Roma Il reddito di cittadinanza c'è già, è la pensione del nonno. La rendita dell'ex lavoratore, ottenuta quando i requisiti per il ritiro erano meno rigidi, serve a mantenere una famiglia italiana su cinque. Eredità del vecchio welfare, che riveste un ruolo fondamentale nell'Italia di oggi. Permette a migliaia di nuclei familiari di restare sopra la soglia della povertà.
Una conferma arrivata ieri dal report Istat «Condizioni di vita dei pensionati» relativo agli anni 2016-2017. Queste le cifre: ci sono 12 milioni di famiglie nelle quali almeno uno dei membri è pensionato. «Nel 61,2% dei casi (cioè delle famiglie con pensionati) i trasferimenti previdenziali rappresentano oltre il 75%» del reddito familiare «e per il 22,7% delle famiglie l'unica fonte di reddito».
Se prima la famiglia con un pensionato aveva mediamente redditi complessivi inferiori rispetto a una con solo lavoratori, ora il gap si sta riducendo: dai 2 mila euro annui nel 2013 e nel 2014, di 1.400 nel 2015 e di 850 euro nel 2016.
L'assegno Inps per molti è l'ultimo argine alla povertà. L'Istat rileva come all'interno dei nuclei familiari più deboli la pensione consenta di dimezzare il rischio di povertà. Una possibilità su tre di scendere sotto la soglia della povertà senza rendita pensionistica, una su sei con l'assegno previdenziale. Una funzione anti povertà ce l'ha anche il cumulo tra redditi da pensione e da lavoro (vietato ai percettori di pensioni sulla base di Quota 100). I pensionati che lavorano hanno solo il 3,8% di possibilità di diventare poveri.
Le statistiche, insomma, confermano quello che gli esperti (e anche i sindacati) dicono da tempo. Le pensioni, che sarebbero una rendita del capitale accumulato in anni di lavoro attraverso i contributi, si confondono con le misure di assistenza, che sono invece a carico della fiscalità generale. Secondo il Centro studi Itinerari previdenziali di Michele Brambilla «benché in leggera crescita, la spesa pensionistica è sotto controllo; sempre più insostenibile invece il costo delle attività assistenziali a carico della fiscalità generale: 110,15 miliardi di euro nel 2017 (+26,65 miliardi dal 2012)».
In generale a pensioni, assistenza e sanità va il 54,01% della spesa pubblica comprensiva degli interessi sul debito. L'incidenza rispetto al Pil è del 30%. Una delle più alte d'Europa. In Italia, insomma, un terzo della ricchezza prodotta va in welfare.

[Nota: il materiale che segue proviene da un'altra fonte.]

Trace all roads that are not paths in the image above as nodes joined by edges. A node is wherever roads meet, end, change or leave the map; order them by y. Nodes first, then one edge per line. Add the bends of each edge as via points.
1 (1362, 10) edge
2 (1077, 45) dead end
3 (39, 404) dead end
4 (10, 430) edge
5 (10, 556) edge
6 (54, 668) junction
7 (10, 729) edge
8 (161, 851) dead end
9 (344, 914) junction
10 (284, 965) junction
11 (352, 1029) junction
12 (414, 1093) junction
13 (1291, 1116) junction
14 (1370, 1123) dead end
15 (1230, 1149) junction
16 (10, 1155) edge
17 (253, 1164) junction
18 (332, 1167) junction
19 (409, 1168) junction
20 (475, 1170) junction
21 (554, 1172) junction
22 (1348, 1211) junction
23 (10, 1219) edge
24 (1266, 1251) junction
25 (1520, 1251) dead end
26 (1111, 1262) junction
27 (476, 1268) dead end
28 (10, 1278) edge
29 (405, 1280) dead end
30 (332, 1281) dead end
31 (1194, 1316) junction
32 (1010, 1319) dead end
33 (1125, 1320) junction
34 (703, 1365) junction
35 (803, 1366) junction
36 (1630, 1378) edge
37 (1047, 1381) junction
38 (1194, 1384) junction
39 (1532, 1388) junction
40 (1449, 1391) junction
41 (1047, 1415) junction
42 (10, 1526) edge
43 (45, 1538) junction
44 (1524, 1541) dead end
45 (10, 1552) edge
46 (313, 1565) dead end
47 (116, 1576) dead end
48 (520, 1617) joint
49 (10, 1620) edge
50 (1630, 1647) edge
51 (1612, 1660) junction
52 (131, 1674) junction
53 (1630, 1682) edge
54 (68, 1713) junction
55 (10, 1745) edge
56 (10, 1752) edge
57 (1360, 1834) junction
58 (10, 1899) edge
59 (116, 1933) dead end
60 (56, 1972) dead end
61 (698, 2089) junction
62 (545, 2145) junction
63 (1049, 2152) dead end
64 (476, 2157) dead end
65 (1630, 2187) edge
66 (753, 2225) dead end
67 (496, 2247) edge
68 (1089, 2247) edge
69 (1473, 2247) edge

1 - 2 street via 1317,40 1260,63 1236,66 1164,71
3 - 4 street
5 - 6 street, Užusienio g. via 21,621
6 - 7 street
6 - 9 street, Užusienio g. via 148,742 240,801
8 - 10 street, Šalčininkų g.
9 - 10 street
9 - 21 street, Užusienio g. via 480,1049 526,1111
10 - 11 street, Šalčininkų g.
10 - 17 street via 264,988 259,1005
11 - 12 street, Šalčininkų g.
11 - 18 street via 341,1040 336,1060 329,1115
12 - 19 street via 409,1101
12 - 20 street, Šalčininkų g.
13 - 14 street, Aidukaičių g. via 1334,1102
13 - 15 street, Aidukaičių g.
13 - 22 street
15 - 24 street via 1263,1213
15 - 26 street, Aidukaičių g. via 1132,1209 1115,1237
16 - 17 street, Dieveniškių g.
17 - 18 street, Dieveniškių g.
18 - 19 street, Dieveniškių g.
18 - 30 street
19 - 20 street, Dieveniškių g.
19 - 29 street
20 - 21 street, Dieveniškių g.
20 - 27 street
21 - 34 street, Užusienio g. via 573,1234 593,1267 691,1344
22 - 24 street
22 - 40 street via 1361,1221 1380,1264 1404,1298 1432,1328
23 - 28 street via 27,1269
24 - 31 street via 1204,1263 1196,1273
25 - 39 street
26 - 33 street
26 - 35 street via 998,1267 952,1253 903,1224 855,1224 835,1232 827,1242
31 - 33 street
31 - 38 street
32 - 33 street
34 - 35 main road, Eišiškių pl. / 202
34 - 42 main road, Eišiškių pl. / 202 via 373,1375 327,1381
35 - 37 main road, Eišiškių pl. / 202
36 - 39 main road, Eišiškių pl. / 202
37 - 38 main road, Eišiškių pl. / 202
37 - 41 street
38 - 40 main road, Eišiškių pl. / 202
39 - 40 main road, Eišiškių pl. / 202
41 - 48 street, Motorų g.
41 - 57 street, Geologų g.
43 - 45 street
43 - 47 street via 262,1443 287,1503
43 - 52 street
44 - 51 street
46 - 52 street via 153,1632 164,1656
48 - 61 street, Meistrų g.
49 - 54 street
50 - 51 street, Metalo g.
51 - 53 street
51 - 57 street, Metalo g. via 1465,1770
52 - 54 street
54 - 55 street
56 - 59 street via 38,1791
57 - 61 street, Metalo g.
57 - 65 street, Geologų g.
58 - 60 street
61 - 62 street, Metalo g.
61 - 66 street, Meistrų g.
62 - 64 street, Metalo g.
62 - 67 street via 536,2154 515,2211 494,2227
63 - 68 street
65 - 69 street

E anche la totalità delle entrate fiscali. «Per finanziare il generoso sistema di welfare italiano, occorrono (con riferimento al 2016) tutti i contributi sociali, tutte le imposte dirette e almeno altri 7,68 miliardi da reperire tramite imposte indirette», si legge nel Sesto Rapporto sul Bilancio del Sistema previdenziale italiano del centro studi.
Il rapporto «fa chiarezza sulle reali dinamiche delle nostre pensioni: la spesa pensionistica è sotto controllo, ma la zavorra della spesa assistenziale, in continua crescita, determina un peso insostenibile per le casse dello Stato», ha commentato il presidente di Cida (confederazione italiana dirigenti e alte professionalità) Giorgio Ambrogioni.
Tra gli altri dati emersi dal rapporto Istat sulle pensioni, lo squilibrio di genere. «Le donne ricevono di pensione in media quasi 6mila euro in meno degli uomini», ha rilevato Mara Carfagna, vice presidente della Camera e deputata di Forza Italia. «Ecco perché noi di Forza Italia siamo promotori di una proposta di legge che - sul modello tedesco - consenta ad ogni donna di computare un anno di lavoro per ogni figlio».
La soluzione a questo squilibrio, così come a quello Nord Sud, è rilanciare le riforme, «in favore del welfare aziendale e della previdenza complementare, perché la pensione dei giovani di oggi sia in futuro adeguata», ha aggiunto l'esponente di Forza Italia.